Right now the Federal Reserve Board is talking about an extra 3 percent for the biggest banks, lifting total capital to 10 percent. But prudent Switzerland is requiring 19 percent. Why is 10 percent the outer limit of American debate? Wouldn't 20 percent make us twice as safe next time casino capitalism runs amok?

Or take Afghanistan, where 100,000 U.S. troops will run through upward of $150 billion this year chasing what the CIA guesses are 30 to 100 members of al-Qaeda. No one supporting this decade-old war can define what "success" really means.

Yet the troop withdrawal options the president will review starting this week range from 3,000 on the low side to perhaps 20,000 on the high. How can the "boldest" withdrawal option leave us with more troops in Afghanistan than Obama inherited?
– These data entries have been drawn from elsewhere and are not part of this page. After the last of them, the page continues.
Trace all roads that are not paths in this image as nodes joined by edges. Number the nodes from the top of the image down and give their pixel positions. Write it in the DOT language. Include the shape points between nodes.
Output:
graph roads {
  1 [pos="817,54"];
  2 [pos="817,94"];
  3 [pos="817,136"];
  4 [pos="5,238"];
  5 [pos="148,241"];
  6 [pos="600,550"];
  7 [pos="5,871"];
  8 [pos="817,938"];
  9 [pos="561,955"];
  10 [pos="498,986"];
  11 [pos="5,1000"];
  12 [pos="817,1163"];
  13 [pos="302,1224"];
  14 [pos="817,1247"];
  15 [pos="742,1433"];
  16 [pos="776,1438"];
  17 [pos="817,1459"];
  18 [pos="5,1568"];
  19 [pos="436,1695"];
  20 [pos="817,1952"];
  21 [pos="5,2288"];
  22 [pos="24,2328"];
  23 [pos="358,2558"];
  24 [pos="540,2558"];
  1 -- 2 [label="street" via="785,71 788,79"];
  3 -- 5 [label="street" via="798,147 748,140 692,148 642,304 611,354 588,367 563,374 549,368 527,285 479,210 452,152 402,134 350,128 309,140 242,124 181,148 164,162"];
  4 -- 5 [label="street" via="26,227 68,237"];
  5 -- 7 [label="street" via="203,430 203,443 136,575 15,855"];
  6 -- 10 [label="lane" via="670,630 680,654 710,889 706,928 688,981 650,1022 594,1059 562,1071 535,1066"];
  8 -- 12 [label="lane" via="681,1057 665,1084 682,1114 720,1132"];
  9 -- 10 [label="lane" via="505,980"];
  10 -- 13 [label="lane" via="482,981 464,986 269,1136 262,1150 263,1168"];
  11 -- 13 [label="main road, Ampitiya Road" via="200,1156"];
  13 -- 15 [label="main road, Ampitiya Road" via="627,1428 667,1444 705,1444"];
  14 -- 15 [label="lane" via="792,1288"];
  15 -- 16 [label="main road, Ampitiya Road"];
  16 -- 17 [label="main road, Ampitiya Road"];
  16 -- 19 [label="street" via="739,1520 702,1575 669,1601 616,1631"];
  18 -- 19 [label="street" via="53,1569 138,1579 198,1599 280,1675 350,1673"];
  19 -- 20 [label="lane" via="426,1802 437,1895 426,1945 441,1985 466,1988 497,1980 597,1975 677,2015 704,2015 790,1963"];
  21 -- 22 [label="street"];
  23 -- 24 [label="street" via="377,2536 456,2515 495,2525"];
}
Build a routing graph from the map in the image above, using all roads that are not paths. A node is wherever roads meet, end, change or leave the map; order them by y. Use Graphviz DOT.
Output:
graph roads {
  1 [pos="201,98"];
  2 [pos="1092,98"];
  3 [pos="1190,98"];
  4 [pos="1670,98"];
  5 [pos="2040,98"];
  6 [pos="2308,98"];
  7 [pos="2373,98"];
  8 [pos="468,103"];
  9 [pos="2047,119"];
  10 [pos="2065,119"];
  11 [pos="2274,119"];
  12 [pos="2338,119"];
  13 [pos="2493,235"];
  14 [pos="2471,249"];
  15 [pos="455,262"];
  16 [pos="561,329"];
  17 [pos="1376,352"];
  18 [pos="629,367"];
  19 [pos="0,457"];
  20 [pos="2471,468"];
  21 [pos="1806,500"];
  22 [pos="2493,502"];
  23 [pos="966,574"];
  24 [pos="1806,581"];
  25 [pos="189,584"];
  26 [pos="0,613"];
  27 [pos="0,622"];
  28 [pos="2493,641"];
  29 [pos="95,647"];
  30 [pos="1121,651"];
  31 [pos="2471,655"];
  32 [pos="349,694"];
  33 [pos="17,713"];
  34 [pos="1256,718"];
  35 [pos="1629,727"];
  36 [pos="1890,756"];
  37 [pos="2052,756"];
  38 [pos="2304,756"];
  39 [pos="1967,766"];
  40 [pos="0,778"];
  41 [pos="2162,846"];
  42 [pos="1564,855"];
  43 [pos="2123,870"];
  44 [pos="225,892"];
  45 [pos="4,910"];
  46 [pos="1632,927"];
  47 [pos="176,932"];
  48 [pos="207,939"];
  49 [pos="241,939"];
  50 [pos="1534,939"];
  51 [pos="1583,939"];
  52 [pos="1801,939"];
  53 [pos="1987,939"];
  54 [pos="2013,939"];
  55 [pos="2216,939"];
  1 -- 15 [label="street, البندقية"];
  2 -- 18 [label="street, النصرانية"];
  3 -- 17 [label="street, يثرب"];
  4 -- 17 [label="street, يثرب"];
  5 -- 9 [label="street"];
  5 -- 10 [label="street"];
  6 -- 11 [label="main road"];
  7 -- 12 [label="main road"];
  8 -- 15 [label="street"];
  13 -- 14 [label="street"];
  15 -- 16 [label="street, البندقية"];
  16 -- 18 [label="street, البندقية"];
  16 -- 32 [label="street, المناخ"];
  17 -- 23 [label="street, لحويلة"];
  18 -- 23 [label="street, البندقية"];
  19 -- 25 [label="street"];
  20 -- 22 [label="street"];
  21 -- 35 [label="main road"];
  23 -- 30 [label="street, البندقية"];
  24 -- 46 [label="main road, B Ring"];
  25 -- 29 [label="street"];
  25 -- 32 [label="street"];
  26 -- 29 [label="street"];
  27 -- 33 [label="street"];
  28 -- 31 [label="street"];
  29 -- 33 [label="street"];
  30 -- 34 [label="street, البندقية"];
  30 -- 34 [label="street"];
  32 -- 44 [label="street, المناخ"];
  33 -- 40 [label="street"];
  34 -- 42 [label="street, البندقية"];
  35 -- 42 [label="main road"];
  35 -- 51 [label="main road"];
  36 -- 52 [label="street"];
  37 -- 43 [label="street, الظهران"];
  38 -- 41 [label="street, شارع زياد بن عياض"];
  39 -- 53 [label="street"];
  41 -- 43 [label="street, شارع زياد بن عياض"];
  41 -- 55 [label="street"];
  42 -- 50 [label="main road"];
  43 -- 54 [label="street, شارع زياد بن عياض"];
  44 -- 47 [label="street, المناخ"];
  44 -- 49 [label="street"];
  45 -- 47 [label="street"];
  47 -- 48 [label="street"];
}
Why are the boundaries of debate so narrow?

On Afghanistan the answer is easy but almost never discussed: We don't have a draft. Does anyone doubt that if this war weren't being fought by "other people's children," more aggressive plans to end it would be on the table? Instead, even post-Osama, the president remains boxed in by the slim range of options his military leaders present. Obama chafes at his choices, but he hasn't truly challenged them (perhaps for fear of the fallout if top generals publicly balked).

On banking, another set of powerful insiders still holds sway. At one level this is astonishing. President Bush's Treasury secretary was the man who as Goldman's chief executive led the charge for lower capital standards for investment banks. The current Treasury secretary let the housing and financial crisis build while big banks were under his supervision as head of the New York Fed. As Gretchen Morgenson and Joshua Rosner point out in their important new book, "Reckless Endangerment," men who were on the payroll of profiteering housing giant Fannie Mae are still at the center of power—including former Fannie board member Bill Daley, now White House chief of staff; and former Fannie government affairs chief Thomas Donilon, now the president's national security adviser.

When the voices at the table are so deeply invested in the institutions and habits of mind that brought the economy low, or that have made Afghanistan a quagmire, how likely is it that the options they present to a president will really change things? Sadly it's already a cliché (dating from Jeb Bush's presiding over the Florida recount) to note that when we see such cozy arrangements in developing countries, we call them "banana republics."

A president's power to shape events are more limited than we generally think. But a president's power to shape the boundaries of debate are limited only by his imagination and by his appetite for political risk. From the looks of it, Barack Obama has plenty of imagination. So if he chooses not to challenge these boundaries, he's a prisoner not only of entrenched forces arrayed behind the status quo; he's a pawn, ultimately, of his own ambition.